In 2020, we (or many of us) lost our intolerance of dishonesty. While it’s true to some extent that politics is a game of shading the truth, hearing outright lies told over and over again has to be held to some kind of accounting. Lies promoted on social media and by various persuasions in conventional media have to be exposed and laid bare, too. The bias across the political spectrum—from MSNBC to FOX News—is not making us stronger, because their reports are highly curated versions of the truth. There must be a better, less angled more centrist kind of truth-telling that is meticulously fact checked and presented. Extremism on either side only leads to more discontent and division.
In 2020, we lost an incredible number of live music, theater, dance and other performance arts. If you think that doesn’t matter much, you’d be wrong. Not only are the arts a huge part of what makes life enjoyable, but they propel an ocean of commerce in the form of ticket and merchandise sales and funding that keeps those artists alive. The effects of this loss have been devastating for many performers and artists.
And what have we gained?
A respect for how contagious viruses can be.
A love for our homes and what they represent.
An appreciation for frontline essential workers.
An understanding that remote work is still work and can keep us all going.
A clear vision that voting really does matter.
A recognition that some things we might have enjoyed (like movie theaters) are really not that necessary.
What do you think we’ve lost or gained in 2020?
I would also like to add we have a newfound respect for our educators who are working through very difficult conditions to try to navigate our children’s education.
The arts community, from symphony to dance to theater, has been absolutely devastated by Covid-19. Thousands of musicians, actors, stage hands, administrative personnel, have been furloughed, and most free-lancers have had trouble accessing relief funds, even if they are available. .

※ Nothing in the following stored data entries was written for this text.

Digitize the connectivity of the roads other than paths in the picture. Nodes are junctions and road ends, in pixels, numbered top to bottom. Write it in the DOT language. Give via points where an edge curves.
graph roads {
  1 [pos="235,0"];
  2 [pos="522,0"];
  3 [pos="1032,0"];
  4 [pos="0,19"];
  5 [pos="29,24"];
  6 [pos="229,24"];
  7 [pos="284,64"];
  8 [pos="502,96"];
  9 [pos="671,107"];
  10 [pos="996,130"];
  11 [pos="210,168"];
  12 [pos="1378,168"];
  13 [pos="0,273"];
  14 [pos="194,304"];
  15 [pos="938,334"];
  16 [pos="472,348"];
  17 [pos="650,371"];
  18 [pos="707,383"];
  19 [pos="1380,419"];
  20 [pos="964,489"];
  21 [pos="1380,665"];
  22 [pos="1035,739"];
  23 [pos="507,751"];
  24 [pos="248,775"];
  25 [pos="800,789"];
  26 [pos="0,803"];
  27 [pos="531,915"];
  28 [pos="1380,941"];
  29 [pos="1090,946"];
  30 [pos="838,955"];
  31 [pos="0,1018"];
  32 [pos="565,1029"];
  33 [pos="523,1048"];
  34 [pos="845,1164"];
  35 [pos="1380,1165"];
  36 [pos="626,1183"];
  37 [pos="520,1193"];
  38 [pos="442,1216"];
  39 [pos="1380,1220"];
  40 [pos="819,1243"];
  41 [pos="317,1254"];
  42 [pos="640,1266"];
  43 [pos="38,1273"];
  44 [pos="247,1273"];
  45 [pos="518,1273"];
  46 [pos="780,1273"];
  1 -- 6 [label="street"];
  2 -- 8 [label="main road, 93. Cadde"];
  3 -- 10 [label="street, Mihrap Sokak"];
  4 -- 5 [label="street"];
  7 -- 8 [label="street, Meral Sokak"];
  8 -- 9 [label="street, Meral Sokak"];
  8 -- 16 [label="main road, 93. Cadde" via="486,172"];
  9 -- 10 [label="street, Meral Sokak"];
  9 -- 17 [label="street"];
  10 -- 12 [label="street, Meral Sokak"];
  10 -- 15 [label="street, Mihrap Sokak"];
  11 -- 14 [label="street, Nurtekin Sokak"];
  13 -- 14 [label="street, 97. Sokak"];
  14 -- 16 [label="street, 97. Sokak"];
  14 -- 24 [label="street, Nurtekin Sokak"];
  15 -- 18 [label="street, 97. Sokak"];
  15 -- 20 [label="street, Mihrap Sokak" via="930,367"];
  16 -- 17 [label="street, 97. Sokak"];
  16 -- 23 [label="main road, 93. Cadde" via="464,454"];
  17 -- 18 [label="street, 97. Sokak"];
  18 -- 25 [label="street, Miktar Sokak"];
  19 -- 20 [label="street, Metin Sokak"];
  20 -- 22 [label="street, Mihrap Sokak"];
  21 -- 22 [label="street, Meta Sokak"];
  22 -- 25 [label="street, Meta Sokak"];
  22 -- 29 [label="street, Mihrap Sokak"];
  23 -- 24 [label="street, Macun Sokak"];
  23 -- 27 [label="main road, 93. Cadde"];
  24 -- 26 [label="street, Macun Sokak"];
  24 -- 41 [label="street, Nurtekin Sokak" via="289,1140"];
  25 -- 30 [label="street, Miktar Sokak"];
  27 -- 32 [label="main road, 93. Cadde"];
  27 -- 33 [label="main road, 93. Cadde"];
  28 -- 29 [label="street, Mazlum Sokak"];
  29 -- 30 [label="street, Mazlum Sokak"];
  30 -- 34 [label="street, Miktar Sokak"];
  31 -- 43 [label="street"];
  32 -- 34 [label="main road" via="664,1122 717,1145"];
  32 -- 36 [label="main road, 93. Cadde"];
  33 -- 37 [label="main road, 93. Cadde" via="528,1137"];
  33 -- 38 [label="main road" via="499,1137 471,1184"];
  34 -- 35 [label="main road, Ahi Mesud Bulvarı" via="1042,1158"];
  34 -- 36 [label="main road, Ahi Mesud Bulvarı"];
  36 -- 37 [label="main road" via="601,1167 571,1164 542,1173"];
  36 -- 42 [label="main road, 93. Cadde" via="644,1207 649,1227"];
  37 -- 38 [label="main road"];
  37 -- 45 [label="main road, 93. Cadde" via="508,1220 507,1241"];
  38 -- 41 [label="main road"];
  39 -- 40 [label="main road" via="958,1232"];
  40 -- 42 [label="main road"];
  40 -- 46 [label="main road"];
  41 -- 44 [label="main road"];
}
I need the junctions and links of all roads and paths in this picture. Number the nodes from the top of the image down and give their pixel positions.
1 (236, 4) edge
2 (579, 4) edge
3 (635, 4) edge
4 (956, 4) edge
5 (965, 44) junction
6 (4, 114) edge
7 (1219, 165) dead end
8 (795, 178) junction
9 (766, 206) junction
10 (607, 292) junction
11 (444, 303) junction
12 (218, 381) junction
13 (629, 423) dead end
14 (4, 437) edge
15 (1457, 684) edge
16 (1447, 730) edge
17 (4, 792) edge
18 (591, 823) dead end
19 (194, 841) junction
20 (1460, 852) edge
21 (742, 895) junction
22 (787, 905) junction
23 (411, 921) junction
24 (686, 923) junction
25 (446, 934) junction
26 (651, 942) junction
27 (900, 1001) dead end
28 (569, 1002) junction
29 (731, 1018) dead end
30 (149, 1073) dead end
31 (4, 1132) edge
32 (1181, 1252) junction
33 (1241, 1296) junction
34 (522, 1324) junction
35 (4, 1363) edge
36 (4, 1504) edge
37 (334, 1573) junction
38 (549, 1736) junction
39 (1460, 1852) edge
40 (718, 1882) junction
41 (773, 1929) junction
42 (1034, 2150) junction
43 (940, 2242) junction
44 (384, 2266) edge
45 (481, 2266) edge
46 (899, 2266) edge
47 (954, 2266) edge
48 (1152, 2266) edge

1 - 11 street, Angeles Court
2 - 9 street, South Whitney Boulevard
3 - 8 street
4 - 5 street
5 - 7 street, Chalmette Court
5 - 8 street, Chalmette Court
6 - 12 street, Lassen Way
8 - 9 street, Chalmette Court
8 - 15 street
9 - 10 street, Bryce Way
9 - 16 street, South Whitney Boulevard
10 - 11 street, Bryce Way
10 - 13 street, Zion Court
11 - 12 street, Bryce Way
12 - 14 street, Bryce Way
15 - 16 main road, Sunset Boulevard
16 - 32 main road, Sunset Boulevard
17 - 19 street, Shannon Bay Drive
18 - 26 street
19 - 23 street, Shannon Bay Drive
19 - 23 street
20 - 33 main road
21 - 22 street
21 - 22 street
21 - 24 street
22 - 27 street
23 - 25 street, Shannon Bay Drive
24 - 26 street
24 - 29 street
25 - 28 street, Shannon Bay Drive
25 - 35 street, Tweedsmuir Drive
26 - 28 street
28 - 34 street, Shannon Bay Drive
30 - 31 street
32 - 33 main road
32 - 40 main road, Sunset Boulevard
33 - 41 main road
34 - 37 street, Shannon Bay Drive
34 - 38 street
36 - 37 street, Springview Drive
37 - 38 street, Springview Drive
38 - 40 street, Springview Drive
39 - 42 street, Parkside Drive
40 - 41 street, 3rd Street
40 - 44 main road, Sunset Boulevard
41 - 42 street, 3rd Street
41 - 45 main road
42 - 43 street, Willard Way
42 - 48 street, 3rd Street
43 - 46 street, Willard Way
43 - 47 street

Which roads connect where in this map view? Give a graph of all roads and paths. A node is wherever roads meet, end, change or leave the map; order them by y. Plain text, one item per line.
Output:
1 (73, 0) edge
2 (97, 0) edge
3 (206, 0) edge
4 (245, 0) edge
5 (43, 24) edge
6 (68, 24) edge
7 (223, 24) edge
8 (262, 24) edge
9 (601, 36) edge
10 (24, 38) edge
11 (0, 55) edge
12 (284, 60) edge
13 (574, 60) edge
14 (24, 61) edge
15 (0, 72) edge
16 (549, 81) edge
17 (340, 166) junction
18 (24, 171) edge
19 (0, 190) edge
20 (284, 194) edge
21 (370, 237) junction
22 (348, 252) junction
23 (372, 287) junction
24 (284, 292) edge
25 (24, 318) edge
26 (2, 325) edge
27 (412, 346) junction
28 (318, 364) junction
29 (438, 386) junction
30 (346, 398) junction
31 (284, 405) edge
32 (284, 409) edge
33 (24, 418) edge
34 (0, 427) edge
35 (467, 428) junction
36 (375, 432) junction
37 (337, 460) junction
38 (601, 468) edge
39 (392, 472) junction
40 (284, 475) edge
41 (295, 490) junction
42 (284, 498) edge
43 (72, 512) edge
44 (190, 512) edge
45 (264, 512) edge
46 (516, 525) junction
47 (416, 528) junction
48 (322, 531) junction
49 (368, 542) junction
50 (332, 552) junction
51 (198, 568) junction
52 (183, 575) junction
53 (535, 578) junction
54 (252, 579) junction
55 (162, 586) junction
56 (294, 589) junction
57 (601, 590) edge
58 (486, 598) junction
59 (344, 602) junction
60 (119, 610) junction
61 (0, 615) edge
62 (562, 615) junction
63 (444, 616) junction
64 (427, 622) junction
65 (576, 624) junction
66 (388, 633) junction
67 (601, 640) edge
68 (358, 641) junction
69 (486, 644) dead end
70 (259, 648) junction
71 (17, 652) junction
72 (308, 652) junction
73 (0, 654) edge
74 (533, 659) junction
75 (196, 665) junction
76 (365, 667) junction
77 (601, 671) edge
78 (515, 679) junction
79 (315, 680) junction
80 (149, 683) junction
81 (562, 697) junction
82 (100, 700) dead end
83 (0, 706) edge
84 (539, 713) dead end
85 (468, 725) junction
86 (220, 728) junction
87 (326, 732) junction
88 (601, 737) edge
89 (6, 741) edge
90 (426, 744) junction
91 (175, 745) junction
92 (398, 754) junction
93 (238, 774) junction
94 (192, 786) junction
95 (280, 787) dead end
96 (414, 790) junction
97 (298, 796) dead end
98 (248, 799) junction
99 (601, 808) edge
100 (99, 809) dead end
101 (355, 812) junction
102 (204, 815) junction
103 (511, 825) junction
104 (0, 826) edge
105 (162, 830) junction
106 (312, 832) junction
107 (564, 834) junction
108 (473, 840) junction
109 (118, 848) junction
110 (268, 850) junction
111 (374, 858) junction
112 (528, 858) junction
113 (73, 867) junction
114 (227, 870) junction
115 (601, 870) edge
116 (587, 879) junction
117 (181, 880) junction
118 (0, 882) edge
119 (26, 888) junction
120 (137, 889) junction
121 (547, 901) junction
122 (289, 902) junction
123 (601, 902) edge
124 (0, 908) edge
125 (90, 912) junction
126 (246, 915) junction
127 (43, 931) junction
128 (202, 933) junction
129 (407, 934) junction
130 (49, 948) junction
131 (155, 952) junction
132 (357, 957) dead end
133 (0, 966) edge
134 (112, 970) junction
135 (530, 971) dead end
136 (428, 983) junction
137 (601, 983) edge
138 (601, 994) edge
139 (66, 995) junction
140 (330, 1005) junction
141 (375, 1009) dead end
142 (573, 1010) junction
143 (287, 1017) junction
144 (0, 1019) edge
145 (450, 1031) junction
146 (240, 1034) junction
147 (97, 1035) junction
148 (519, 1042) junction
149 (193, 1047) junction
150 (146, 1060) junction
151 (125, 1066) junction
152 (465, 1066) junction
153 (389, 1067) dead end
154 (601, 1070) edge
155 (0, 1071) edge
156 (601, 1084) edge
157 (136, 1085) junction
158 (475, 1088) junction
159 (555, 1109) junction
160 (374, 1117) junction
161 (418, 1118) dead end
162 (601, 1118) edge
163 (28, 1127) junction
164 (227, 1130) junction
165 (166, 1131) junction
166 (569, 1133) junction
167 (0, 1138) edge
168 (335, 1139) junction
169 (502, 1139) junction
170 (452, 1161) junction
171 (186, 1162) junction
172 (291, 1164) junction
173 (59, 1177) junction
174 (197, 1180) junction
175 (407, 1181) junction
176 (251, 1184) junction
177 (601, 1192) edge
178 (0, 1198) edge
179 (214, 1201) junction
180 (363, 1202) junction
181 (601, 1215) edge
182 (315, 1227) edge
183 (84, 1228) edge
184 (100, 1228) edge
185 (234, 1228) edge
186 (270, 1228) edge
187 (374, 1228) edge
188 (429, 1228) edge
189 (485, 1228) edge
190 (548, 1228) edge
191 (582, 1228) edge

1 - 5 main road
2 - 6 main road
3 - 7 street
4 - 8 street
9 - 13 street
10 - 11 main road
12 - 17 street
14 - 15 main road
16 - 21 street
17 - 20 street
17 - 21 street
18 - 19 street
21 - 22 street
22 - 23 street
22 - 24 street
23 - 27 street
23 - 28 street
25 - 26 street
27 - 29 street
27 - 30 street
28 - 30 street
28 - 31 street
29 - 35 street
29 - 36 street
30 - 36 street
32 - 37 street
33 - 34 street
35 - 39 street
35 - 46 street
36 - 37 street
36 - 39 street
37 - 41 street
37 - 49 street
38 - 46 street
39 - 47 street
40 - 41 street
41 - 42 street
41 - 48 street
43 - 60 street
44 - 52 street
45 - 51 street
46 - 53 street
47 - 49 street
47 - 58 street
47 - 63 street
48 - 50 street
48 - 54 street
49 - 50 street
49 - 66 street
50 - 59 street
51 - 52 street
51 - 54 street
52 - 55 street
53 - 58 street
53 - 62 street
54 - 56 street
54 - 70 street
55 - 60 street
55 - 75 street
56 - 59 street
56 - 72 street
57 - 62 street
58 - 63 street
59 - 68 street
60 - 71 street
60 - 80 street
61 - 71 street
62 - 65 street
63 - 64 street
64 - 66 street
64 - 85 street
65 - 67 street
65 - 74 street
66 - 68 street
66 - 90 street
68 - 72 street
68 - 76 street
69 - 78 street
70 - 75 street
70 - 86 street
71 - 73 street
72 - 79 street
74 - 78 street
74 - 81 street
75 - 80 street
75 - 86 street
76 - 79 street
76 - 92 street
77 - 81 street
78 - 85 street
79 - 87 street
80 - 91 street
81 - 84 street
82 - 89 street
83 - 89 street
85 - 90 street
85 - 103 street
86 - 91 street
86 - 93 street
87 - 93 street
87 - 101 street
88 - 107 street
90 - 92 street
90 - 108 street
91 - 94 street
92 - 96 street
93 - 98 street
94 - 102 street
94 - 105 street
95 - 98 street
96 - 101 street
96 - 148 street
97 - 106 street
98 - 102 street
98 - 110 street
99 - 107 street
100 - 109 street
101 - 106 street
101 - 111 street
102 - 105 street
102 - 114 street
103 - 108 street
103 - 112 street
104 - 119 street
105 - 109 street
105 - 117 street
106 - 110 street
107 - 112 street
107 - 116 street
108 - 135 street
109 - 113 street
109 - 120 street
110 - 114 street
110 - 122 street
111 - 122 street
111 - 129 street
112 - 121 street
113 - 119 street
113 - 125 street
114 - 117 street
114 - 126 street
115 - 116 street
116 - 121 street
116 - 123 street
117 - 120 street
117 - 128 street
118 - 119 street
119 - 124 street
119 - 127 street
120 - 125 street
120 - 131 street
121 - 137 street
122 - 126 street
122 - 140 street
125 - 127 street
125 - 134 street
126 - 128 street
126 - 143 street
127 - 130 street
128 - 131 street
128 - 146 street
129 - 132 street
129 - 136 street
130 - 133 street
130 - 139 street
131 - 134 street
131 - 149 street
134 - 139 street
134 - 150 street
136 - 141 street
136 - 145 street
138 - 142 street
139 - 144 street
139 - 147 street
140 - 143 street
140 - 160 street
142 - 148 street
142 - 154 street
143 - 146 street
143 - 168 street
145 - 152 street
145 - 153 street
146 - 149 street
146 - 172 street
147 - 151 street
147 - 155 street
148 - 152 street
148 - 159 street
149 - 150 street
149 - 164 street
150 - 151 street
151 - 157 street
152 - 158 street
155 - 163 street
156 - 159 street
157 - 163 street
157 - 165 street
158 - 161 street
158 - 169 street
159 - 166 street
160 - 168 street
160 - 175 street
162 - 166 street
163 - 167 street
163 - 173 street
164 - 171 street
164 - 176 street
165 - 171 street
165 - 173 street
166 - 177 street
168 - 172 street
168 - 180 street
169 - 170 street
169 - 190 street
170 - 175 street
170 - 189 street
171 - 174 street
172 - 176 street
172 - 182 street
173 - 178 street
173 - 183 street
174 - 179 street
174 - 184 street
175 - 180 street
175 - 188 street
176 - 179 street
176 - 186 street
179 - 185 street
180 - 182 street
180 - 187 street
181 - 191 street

Then there is the emotional and psychological toll of not being able to perform and see each other, not on Zoom, but in the flesh. Their lives have simply stopped and the word "devastating" simply doesn't do it justice.
I also miss the absence of intellectualism, the frank, honest exchange of ideas and opinions without being herded into an ideological, or political pen. it seems everything and everyone - past and and present - has been conscripted into furthering a particular political agenda.
I miss the loss of decency, too. I am still trying to reconcile the irreconcilable, that the most unseemly accusations hurled at political opponents - our neighbors, even - have come from those who consider themselves the compassionate, the rational, the self-described "enlightened" among us. It makes me think of poet Samuel Taylor Coleridge's warning that impassioned beliefs can lead to angry intolerance. We all should heed that advice.
Take it easy on each other out there, life isn't easy.